- Born: Pearl Louella Kendrick August 24, 1890 Wheaton, Illinois
- Died: October 8, 1980 (aged 90) Grand Rapids, Michigan
- Education: Syracuse University Johns Hopkins University
- Scientific career
- Fields: Bacteriology, Public Health

= Pearl Kendrick =

American bacteriologist

Pearl Louella Kendrick (August 24, 1890 – October 8, 1980) was an American bacteriologist known for co-developing the first successful whooping cough vaccine alongside fellow Michigan Department of Public Health scientist Grace Eldering and chemist Loney Gordon in the 1930s. In the decades after the initial pertussis vaccine rollout, Kendrick contributed to the promotion of international vaccine standards in Latin America and the Soviet Union. Kendrick and her colleagues also developed a 3-in-1 shot for diphtheria, pertussis, and tetanus (also called the DTP vaccine), which was initially released in 1948.

==Early life and education==

Pearl Louella Kendrick was born on August 24, 1890, in Wheaton, Illinois to Ella and Milton Kendrick. Kendrick would then suffer from whooping cough at the age of three. She graduated high school in 1908 and attended Greenville College for a year before transferring to Syracuse University. In 1914, she received her B.S. in Zoology from Syracuse. Kendrick worked as a teacher in upstate New York, but continued her scientific education by studying bacteriology with Hans Zinsser at Columbia University in 1917. Kendrick graduated from Johns Hopkins University in 1932 while simultaneously working at the Michigan Department of Public Health as an associate director and chief.

==Whooping cough vaccine research==
Kendrick moved to Grand Rapids, Michigan and became focused on researching whooping cough, a contagious disease caused by the bacterium Bordetella pertussis that was responsible for killing an estimated 6000 people annually in the U.S., almost entirely children. Kendrick worked at the Western Michigan Branch Laboratory of the Michigan Department of Health. It was there that she met Grace Eldering, a fellow scientist at the Department who also had an interest in developing a pertussis vaccine. Loney Clinton (later Loney Gordon) to focus on laboratory culture of the causal agent, the bacterium Bordetella pertussis.

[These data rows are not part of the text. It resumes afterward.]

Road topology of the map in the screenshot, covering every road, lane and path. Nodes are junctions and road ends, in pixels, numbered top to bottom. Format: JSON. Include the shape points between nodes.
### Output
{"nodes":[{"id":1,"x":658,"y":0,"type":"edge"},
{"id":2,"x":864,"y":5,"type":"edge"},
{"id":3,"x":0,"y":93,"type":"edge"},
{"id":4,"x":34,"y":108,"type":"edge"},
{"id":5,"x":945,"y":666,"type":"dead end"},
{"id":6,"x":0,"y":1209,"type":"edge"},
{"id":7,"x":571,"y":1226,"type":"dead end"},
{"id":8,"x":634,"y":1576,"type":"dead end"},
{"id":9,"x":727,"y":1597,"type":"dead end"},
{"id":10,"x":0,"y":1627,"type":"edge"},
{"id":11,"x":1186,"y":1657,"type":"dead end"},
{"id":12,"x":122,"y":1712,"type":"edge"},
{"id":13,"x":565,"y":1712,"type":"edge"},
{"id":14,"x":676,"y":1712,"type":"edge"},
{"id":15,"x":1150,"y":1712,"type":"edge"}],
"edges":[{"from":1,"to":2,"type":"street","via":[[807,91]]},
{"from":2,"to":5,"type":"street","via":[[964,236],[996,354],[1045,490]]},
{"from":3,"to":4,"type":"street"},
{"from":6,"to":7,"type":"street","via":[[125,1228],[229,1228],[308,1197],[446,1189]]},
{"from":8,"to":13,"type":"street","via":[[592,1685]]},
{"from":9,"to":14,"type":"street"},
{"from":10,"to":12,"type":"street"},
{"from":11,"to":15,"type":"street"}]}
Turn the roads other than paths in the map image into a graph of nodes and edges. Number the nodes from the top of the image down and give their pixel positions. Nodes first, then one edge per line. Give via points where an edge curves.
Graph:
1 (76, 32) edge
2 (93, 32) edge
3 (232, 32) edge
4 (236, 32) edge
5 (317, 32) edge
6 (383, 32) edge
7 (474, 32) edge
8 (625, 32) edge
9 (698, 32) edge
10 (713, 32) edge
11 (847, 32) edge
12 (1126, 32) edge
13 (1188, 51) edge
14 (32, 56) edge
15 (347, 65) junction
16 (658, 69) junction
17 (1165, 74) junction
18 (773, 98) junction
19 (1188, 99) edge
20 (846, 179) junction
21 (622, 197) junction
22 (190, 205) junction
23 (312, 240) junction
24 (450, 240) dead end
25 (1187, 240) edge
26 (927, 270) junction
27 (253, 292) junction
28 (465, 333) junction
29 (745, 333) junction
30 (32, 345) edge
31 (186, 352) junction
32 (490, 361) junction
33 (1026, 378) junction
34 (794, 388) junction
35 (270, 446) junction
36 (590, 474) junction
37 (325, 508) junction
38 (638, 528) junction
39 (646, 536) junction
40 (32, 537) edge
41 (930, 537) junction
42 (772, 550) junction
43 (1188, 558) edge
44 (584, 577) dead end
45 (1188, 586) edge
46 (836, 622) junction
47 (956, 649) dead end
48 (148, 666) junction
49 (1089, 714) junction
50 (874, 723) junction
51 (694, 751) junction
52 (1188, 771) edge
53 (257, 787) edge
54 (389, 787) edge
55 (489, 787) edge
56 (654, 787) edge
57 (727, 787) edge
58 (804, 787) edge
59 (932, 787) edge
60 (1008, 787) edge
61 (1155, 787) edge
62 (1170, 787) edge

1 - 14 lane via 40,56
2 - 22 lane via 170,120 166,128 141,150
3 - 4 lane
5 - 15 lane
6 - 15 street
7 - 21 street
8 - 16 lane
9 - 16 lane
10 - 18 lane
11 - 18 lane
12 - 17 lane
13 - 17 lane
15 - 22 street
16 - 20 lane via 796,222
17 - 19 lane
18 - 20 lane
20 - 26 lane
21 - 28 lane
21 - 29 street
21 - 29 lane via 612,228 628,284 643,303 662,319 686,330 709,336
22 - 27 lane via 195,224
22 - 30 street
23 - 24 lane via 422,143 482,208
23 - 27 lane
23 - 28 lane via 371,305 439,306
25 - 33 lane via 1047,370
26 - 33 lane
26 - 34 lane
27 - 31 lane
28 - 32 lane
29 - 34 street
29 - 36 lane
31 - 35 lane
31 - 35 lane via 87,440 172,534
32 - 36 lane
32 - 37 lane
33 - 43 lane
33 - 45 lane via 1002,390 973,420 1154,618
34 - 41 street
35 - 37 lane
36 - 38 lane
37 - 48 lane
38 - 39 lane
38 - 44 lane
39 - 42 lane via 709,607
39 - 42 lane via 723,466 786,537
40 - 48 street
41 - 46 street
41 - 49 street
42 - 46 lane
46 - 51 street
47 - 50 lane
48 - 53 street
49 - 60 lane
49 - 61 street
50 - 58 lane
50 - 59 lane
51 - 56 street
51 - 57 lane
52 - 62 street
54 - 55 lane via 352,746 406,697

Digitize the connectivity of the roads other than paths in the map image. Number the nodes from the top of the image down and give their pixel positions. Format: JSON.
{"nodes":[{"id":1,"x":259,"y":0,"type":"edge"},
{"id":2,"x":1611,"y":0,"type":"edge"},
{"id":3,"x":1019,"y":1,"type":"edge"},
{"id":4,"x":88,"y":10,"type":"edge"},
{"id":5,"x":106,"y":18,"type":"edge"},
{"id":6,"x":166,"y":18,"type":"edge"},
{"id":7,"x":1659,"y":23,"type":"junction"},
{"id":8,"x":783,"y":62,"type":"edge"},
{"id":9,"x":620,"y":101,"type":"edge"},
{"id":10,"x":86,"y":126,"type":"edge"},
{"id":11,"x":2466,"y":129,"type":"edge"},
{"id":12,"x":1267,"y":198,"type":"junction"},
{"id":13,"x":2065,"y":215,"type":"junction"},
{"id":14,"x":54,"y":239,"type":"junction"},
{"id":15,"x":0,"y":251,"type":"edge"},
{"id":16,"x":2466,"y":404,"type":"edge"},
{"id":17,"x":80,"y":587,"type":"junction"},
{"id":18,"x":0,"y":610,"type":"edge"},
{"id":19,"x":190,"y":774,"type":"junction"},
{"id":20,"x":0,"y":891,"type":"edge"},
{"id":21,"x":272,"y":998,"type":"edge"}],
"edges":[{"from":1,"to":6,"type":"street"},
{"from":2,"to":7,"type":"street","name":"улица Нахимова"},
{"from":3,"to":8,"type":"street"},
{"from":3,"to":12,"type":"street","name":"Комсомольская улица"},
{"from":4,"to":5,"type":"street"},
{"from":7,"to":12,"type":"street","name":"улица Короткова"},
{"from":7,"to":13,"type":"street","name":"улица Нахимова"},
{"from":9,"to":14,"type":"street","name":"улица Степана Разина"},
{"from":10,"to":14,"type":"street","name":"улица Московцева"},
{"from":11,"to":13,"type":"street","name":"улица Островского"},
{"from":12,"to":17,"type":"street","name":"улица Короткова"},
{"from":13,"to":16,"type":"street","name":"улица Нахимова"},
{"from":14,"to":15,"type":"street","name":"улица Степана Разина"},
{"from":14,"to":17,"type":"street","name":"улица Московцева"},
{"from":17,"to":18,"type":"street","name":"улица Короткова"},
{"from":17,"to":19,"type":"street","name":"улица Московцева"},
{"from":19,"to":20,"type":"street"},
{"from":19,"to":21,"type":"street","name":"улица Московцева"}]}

Kendrick and Eldering headed the vaccine project through program development, testing, and the eventual inoculation of children with the pertussis vaccine. The pair conducted door-to-door field research where they took samples from sick children in the Grand Rapids area. These samples were used to develop the whooping cough vaccine. It was given to a treatment group in an experiment known as the Grand Rapids Trials, and data of the results was analyzed for three years. In the midst of their research, World War II was also in full effect. This led to many scientific studies facing cessation due to being underfunded. First Lady Eleanor Roosevelt took interest in Kendrick and Eldering, and obtained funds from the Works Progress Administration to support their vaccine development. the data collected from the trials for nearly three years, it was found that the vaccine was a success. Michigan started distributing the vaccines in 1940 and deaths from whooping cough declined. Their work contributed significantly to the development of cough plate diagnostics. The collaborative nature of their work within the bacteriological research community and their partnerships with the Grand Rapids public health community are recognized as an important contribution to vaccine research and public health.

=== Further research and modern implications ===
In the following years, Kendrick, Eldering, and Gordon developed a vaccine for diphtheria, pertussis, and tetanus (DPT vaccine). DPT vaccines were the prevailing defense against the three diseases until concerns arose about the safety and efficacy of this vaccine type in the 1980s and 1990s. The DPT vaccine laid the groundwork for new vaccine developments. Subsequently, a molecularly different variation of the DPT vaccine called the DTaP was created and became the principal vaccine for diphtheria, pertussis, and tetanus in the U.S. and abroad.

In 1951, Kendrick retired from the Michigan Department of Public Health. After retiring, she became a faculty member at the University of Michigan's Department of Epidemiology. She retired from the university in 1960. Kendrick served as president of the Michigan American Society for Microbiology.

==Later life and death==

Kendrick and Grace Eldering shared a house in Grand Rapids and attended Fountain Street Church. She died on October 8, 1980, in Grand Rapids.

==Awards and honors==
Kendrick was inducted into the Michigan Women's Hall of Fame Historical Honors Division in 1983.

Kendrick, alongside Eldering and Gordon, are honored with a statue titled Adulation: The Future of Science at the Michigan State University Research Center in Grand Rapids, Michigan. The statue, designed by Jay Hall Carpenter, is part of the city's Community Legends Project, which seeks to build statues honoring prominent Grand Rapids figures.